■ **Exercise description**
Determine how many lines of the entries that follow contain "function", and respond with that number alone.

(Stored entries)

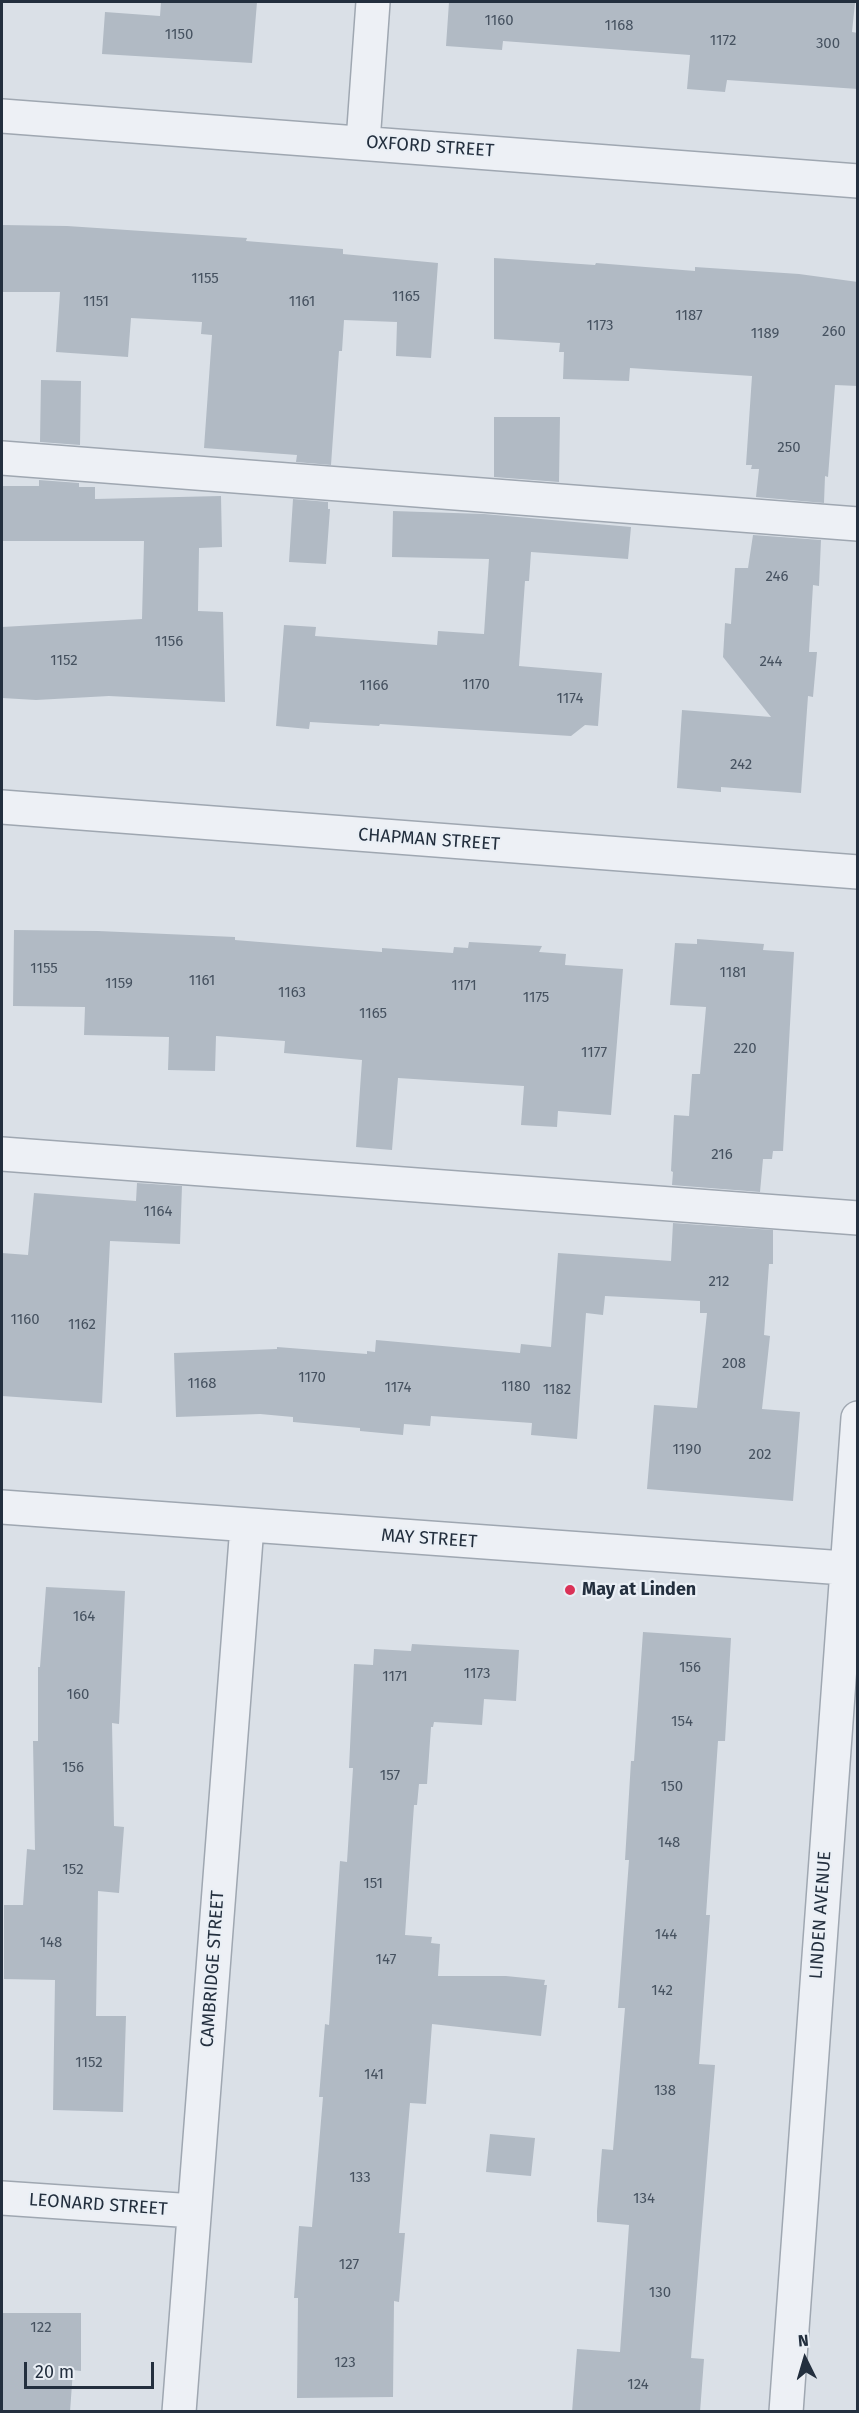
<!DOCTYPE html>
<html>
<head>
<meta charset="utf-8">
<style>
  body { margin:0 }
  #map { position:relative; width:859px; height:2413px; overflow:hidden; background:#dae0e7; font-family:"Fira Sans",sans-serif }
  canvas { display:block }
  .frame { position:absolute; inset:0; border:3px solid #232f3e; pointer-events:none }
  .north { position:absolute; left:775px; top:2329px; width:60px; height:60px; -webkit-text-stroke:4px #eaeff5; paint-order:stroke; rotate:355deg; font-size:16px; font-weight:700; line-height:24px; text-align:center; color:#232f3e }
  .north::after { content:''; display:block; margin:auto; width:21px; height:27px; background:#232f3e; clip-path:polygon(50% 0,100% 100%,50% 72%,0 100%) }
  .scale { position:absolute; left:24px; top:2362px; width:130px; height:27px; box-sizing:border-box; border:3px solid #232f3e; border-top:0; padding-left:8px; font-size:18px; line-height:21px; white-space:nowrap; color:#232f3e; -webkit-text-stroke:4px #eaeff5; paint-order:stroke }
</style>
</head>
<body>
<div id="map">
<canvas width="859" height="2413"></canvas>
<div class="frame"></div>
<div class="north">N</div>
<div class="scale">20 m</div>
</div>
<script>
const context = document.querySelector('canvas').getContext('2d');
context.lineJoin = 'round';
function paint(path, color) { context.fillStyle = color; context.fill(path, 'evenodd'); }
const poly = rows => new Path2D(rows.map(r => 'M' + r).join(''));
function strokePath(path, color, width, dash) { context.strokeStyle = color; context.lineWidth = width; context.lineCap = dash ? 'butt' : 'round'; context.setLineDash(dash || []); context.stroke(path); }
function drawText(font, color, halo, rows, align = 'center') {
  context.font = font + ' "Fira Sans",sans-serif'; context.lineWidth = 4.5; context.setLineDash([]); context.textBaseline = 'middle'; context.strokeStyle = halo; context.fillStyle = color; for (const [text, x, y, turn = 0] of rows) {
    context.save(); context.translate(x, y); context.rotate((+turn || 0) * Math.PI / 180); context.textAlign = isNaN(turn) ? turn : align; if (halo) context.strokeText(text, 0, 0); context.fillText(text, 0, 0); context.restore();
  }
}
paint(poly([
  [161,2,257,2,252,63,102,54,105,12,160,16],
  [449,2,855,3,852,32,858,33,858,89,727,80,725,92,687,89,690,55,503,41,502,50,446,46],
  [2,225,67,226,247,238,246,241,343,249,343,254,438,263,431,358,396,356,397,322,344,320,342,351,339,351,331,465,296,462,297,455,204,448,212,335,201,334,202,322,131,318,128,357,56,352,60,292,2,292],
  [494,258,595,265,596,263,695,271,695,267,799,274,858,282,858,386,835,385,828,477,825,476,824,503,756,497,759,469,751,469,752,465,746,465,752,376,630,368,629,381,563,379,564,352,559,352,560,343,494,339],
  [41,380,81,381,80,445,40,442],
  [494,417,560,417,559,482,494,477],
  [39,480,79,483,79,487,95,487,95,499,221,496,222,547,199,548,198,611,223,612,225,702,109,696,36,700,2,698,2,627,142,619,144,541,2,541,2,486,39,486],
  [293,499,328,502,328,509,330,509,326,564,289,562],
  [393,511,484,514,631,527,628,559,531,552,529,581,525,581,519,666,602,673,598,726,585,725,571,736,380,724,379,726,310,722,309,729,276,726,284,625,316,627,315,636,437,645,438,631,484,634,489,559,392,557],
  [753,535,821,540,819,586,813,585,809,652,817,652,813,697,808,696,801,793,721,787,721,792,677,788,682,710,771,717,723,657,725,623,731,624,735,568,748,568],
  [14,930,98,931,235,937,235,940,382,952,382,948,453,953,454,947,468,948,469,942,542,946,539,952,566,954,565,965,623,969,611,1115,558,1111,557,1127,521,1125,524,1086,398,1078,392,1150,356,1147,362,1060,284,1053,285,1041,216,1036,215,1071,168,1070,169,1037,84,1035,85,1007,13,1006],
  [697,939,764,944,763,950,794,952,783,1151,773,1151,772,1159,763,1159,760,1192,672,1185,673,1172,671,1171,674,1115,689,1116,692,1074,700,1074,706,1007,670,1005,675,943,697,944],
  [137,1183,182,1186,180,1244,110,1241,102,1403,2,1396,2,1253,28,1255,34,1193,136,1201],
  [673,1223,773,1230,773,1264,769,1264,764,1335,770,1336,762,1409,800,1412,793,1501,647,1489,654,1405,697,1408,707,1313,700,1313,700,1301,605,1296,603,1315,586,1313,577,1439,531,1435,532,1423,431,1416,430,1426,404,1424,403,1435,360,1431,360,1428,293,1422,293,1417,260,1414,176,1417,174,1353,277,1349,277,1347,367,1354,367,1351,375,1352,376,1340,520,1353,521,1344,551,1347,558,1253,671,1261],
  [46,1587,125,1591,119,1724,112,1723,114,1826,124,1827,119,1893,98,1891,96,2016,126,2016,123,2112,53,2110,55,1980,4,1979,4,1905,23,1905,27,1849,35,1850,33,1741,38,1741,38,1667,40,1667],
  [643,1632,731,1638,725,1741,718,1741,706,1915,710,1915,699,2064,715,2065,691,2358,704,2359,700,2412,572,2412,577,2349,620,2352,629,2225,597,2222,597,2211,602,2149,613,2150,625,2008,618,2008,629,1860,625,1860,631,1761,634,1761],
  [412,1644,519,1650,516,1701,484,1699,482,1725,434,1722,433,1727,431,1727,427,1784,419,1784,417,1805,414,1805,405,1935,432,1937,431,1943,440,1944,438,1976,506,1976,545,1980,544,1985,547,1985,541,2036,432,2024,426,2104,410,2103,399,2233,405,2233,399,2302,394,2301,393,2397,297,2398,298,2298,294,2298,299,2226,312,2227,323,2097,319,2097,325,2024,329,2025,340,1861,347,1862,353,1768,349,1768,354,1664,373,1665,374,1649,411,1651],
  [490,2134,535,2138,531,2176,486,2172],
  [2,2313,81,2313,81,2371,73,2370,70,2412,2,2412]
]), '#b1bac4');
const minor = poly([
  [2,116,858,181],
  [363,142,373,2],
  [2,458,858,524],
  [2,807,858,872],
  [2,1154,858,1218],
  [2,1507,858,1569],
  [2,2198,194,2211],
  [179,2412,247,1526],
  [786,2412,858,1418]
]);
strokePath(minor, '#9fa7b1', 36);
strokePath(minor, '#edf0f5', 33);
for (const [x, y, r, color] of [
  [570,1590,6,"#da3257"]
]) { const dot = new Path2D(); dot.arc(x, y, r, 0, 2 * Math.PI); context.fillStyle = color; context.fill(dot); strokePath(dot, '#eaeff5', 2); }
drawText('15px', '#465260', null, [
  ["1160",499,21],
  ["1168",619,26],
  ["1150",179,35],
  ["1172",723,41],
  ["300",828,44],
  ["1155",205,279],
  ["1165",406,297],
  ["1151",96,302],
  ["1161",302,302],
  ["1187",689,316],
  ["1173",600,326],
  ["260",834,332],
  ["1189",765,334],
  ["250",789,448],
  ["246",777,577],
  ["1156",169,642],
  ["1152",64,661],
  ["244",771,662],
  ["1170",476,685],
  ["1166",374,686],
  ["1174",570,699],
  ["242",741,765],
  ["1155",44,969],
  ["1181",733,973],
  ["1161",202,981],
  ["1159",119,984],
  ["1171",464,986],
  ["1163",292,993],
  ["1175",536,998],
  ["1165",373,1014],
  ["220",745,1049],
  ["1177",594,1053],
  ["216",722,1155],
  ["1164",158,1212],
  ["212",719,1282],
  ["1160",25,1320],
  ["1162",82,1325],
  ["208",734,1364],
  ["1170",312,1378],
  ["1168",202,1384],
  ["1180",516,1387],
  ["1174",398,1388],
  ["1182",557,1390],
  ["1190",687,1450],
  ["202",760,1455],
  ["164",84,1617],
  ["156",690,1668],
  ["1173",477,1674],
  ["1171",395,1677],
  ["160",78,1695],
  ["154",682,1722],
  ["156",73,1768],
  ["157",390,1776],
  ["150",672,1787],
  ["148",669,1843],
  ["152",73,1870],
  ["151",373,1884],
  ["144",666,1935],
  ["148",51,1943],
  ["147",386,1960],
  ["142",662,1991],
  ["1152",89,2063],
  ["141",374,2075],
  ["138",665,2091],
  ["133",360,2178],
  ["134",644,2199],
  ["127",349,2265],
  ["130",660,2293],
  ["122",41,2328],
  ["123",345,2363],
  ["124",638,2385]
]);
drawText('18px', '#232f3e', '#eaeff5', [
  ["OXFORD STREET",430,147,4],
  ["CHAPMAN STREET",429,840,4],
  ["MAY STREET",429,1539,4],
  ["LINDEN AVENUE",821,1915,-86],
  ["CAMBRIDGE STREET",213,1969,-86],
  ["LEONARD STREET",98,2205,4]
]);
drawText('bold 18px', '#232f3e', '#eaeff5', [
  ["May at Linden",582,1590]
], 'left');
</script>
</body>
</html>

■ **Solution to this task**
3